Exercise directions: Write the data out again, word for word.
____
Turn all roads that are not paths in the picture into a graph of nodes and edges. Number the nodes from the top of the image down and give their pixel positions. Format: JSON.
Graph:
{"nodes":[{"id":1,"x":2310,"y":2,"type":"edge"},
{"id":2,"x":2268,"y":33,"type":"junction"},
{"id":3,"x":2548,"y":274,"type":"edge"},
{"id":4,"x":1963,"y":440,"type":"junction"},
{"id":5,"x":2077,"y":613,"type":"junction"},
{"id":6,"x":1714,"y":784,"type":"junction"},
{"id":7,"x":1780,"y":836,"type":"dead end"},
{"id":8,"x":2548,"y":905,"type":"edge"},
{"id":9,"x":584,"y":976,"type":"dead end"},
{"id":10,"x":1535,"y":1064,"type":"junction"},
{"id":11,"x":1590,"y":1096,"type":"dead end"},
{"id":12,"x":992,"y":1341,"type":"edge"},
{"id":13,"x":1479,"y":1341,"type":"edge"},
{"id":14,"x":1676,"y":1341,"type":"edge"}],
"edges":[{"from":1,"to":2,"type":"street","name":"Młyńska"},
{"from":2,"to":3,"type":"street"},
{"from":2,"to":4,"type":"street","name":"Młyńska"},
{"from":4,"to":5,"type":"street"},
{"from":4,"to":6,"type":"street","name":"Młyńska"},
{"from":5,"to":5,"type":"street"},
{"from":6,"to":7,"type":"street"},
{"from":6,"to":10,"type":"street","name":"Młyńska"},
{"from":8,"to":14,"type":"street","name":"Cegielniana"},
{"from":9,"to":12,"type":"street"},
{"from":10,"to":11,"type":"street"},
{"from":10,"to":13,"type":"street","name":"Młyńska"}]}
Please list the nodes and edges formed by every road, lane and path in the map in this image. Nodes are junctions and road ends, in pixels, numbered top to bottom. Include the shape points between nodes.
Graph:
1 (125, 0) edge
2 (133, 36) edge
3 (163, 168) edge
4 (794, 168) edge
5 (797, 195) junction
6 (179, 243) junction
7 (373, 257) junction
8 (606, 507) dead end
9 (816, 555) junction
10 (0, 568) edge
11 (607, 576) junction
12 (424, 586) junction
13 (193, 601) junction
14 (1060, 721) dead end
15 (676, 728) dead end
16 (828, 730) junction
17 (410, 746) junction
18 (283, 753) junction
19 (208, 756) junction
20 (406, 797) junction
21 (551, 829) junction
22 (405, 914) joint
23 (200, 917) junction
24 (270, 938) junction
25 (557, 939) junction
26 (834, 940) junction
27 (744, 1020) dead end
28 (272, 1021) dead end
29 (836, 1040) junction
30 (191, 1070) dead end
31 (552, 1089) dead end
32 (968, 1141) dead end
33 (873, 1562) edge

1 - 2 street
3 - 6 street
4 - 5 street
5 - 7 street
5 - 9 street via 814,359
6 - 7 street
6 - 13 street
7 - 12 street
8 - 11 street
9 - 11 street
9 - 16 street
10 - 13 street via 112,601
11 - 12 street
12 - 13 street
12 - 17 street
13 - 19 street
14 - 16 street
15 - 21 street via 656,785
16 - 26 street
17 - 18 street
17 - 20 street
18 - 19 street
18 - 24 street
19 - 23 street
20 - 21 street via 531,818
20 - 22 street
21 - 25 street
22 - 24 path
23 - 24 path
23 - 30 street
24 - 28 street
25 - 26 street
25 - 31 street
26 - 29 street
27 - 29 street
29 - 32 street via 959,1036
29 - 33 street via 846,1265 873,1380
____
Exercise response:
Turn all roads that are not paths in the picture into a graph of nodes and edges. Number the nodes from the top of the image down and give their pixel positions. Format: JSON.
Graph:
{"nodes":[{"id":1,"x":2310,"y":2,"type":"edge"},
{"id":2,"x":2268,"y":33,"type":"junction"},
{"id":3,"x":2548,"y":274,"type":"edge"},
{"id":4,"x":1963,"y":440,"type":"junction"},
{"id":5,"x":2077,"y":613,"type":"junction"},
{"id":6,"x":1714,"y":784,"type":"junction"},
{"id":7,"x":1780,"y":836,"type":"dead end"},
{"id":8,"x":2548,"y":905,"type":"edge"},
{"id":9,"x":584,"y":976,"type":"dead end"},
{"id":10,"x":1535,"y":1064,"type":"junction"},
{"id":11,"x":1590,"y":1096,"type":"dead end"},
{"id":12,"x":992,"y":1341,"type":"edge"},
{"id":13,"x":1479,"y":1341,"type":"edge"},
{"id":14,"x":1676,"y":1341,"type":"edge"}],
"edges":[{"from":1,"to":2,"type":"street","name":"Młyńska"},
{"from":2,"to":3,"type":"street"},
{"from":2,"to":4,"type":"street","name":"Młyńska"},
{"from":4,"to":5,"type":"street"},
{"from":4,"to":6,"type":"street","name":"Młyńska"},
{"from":5,"to":5,"type":"street"},
{"from":6,"to":7,"type":"street"},
{"from":6,"to":10,"type":"street","name":"Młyńska"},
{"from":8,"to":14,"type":"street","name":"Cegielniana"},
{"from":9,"to":12,"type":"street"},
{"from":10,"to":11,"type":"street"},
{"from":10,"to":13,"type":"street","name":"Młyńska"}]}
Please list the nodes and edges formed by every road, lane and path in the map in this image. Nodes are junctions and road ends, in pixels, numbered top to bottom. Include the shape points between nodes.
Graph:
1 (125, 0) edge
2 (133, 36) edge
3 (163, 168) edge
4 (794, 168) edge
5 (797, 195) junction
6 (179, 243) junction
7 (373, 257) junction
8 (606, 507) dead end
9 (816, 555) junction
10 (0, 568) edge
11 (607, 576) junction
12 (424, 586) junction
13 (193, 601) junction
14 (1060, 721) dead end
15 (676, 728) dead end
16 (828, 730) junction
17 (410, 746) junction
18 (283, 753) junction
19 (208, 756) junction
20 (406, 797) junction
21 (551, 829) junction
22 (405, 914) joint
23 (200, 917) junction
24 (270, 938) junction
25 (557, 939) junction
26 (834, 940) junction
27 (744, 1020) dead end
28 (272, 1021) dead end
29 (836, 1040) junction
30 (191, 1070) dead end
31 (552, 1089) dead end
32 (968, 1141) dead end
33 (873, 1562) edge

1 - 2 street
3 - 6 street
4 - 5 street
5 - 7 street
5 - 9 street via 814,359
6 - 7 street
6 - 13 street
7 - 12 street
8 - 11 street
9 - 11 street
9 - 16 street
10 - 13 street via 112,601
11 - 12 street
12 - 13 street
12 - 17 street
13 - 19 street
14 - 16 street
15 - 21 street via 656,785
16 - 26 street
17 - 18 street
17 - 20 street
18 - 19 street
18 - 24 street
19 - 23 street
20 - 21 street via 531,818
20 - 22 street
21 - 25 street
22 - 24 path
23 - 24 path
23 - 30 street
24 - 28 street
25 - 26 street
25 - 31 street
26 - 29 street
27 - 29 street
29 - 32 street via 959,1036
29 - 33 street via 846,1265 873,1380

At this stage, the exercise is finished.